__TASK GOAL__:
Output all of the material once more, so that every line matches the original exactly.

EXTRACTED RECORDS below:

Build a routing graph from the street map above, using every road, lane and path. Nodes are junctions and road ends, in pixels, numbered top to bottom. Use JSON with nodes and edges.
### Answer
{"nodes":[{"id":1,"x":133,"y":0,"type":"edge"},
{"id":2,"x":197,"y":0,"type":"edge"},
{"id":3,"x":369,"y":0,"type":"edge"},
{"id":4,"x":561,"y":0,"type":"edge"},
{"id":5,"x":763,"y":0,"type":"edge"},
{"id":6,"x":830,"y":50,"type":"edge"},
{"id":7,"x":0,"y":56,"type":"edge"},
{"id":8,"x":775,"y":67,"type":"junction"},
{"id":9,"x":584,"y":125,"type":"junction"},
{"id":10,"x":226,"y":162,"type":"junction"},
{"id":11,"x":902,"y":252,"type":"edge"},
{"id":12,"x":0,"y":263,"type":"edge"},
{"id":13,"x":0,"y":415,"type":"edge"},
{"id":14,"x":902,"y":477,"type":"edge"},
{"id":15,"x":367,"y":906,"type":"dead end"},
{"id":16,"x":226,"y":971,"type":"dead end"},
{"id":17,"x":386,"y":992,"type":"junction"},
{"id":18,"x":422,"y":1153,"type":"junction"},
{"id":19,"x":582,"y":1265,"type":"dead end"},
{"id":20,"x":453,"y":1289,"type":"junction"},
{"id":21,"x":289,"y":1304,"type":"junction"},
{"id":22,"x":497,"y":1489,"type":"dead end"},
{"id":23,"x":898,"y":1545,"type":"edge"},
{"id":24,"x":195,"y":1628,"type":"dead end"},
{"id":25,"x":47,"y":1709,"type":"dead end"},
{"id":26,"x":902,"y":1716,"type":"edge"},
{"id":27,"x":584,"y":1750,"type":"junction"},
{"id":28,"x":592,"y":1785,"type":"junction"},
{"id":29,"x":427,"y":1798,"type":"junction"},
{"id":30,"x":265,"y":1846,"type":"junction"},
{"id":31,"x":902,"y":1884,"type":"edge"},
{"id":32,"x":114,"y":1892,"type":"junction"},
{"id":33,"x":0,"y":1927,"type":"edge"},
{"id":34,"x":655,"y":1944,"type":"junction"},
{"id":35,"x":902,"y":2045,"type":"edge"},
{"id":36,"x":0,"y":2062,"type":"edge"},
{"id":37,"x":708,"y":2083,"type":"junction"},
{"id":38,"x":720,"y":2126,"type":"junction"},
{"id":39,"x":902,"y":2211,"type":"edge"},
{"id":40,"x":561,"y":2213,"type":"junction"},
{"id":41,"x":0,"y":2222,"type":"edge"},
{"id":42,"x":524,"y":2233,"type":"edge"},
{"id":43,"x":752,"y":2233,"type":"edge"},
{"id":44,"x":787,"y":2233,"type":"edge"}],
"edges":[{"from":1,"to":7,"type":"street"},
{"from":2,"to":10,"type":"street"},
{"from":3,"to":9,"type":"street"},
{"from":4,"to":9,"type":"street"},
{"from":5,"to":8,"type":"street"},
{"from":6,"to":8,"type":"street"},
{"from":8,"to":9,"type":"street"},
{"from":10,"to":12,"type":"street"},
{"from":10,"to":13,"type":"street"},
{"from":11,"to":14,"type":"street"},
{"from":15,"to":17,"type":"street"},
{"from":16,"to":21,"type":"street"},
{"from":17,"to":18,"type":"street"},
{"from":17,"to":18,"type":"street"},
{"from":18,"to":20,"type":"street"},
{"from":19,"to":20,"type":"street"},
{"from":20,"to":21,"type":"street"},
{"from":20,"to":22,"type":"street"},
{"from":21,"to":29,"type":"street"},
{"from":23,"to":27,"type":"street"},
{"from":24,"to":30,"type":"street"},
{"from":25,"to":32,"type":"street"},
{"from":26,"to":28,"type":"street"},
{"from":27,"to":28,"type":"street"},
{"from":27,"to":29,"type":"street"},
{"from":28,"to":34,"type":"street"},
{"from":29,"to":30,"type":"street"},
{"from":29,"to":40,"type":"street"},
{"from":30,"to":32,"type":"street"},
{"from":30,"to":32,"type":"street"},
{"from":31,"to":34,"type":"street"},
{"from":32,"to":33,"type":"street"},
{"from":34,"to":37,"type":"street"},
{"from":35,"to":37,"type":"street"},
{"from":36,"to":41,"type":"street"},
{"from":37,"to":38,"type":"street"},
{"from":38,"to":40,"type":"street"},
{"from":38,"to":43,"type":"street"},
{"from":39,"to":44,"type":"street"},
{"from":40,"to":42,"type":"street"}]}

End of EXTRACTED RECORDS.

__OUTPUT OF THE TASK__:
Build a routing graph from the street map above, using every road, lane and path. Nodes are junctions and road ends, in pixels, numbered top to bottom. Use JSON with nodes and edges.
### Answer
{"nodes":[{"id":1,"x":133,"y":0,"type":"edge"},
{"id":2,"x":197,"y":0,"type":"edge"},
{"id":3,"x":369,"y":0,"type":"edge"},
{"id":4,"x":561,"y":0,"type":"edge"},
{"id":5,"x":763,"y":0,"type":"edge"},
{"id":6,"x":830,"y":50,"type":"edge"},
{"id":7,"x":0,"y":56,"type":"edge"},
{"id":8,"x":775,"y":67,"type":"junction"},
{"id":9,"x":584,"y":125,"type":"junction"},
{"id":10,"x":226,"y":162,"type":"junction"},
{"id":11,"x":902,"y":252,"type":"edge"},
{"id":12,"x":0,"y":263,"type":"edge"},
{"id":13,"x":0,"y":415,"type":"edge"},
{"id":14,"x":902,"y":477,"type":"edge"},
{"id":15,"x":367,"y":906,"type":"dead end"},
{"id":16,"x":226,"y":971,"type":"dead end"},
{"id":17,"x":386,"y":992,"type":"junction"},
{"id":18,"x":422,"y":1153,"type":"junction"},
{"id":19,"x":582,"y":1265,"type":"dead end"},
{"id":20,"x":453,"y":1289,"type":"junction"},
{"id":21,"x":289,"y":1304,"type":"junction"},
{"id":22,"x":497,"y":1489,"type":"dead end"},
{"id":23,"x":898,"y":1545,"type":"edge"},
{"id":24,"x":195,"y":1628,"type":"dead end"},
{"id":25,"x":47,"y":1709,"type":"dead end"},
{"id":26,"x":902,"y":1716,"type":"edge"},
{"id":27,"x":584,"y":1750,"type":"junction"},
{"id":28,"x":592,"y":1785,"type":"junction"},
{"id":29,"x":427,"y":1798,"type":"junction"},
{"id":30,"x":265,"y":1846,"type":"junction"},
{"id":31,"x":902,"y":1884,"type":"edge"},
{"id":32,"x":114,"y":1892,"type":"junction"},
{"id":33,"x":0,"y":1927,"type":"edge"},
{"id":34,"x":655,"y":1944,"type":"junction"},
{"id":35,"x":902,"y":2045,"type":"edge"},
{"id":36,"x":0,"y":2062,"type":"edge"},
{"id":37,"x":708,"y":2083,"type":"junction"},
{"id":38,"x":720,"y":2126,"type":"junction"},
{"id":39,"x":902,"y":2211,"type":"edge"},
{"id":40,"x":561,"y":2213,"type":"junction"},
{"id":41,"x":0,"y":2222,"type":"edge"},
{"id":42,"x":524,"y":2233,"type":"edge"},
{"id":43,"x":752,"y":2233,"type":"edge"},
{"id":44,"x":787,"y":2233,"type":"edge"}],
"edges":[{"from":1,"to":7,"type":"street"},
{"from":2,"to":10,"type":"street"},
{"from":3,"to":9,"type":"street"},
{"from":4,"to":9,"type":"street"},
{"from":5,"to":8,"type":"street"},
{"from":6,"to":8,"type":"street"},
{"from":8,"to":9,"type":"street"},
{"from":10,"to":12,"type":"street"},
{"from":10,"to":13,"type":"street"},
{"from":11,"to":14,"type":"street"},
{"from":15,"to":17,"type":"street"},
{"from":16,"to":21,"type":"street"},
{"from":17,"to":18,"type":"street"},
{"from":17,"to":18,"type":"street"},
{"from":18,"to":20,"type":"street"},
{"from":19,"to":20,"type":"street"},
{"from":20,"to":21,"type":"street"},
{"from":20,"to":22,"type":"street"},
{"from":21,"to":29,"type":"street"},
{"from":23,"to":27,"type":"street"},
{"from":24,"to":30,"type":"street"},
{"from":25,"to":32,"type":"street"},
{"from":26,"to":28,"type":"street"},
{"from":27,"to":28,"type":"street"},
{"from":27,"to":29,"type":"street"},
{"from":28,"to":34,"type":"street"},
{"from":29,"to":30,"type":"street"},
{"from":29,"to":40,"type":"street"},
{"from":30,"to":32,"type":"street"},
{"from":30,"to":32,"type":"street"},
{"from":31,"to":34,"type":"street"},
{"from":32,"to":33,"type":"street"},
{"from":34,"to":37,"type":"street"},
{"from":35,"to":37,"type":"street"},
{"from":36,"to":41,"type":"street"},
{"from":37,"to":38,"type":"street"},
{"from":38,"to":40,"type":"street"},
{"from":38,"to":43,"type":"street"},
{"from":39,"to":44,"type":"street"},
{"from":40,"to":42,"type":"street"}]}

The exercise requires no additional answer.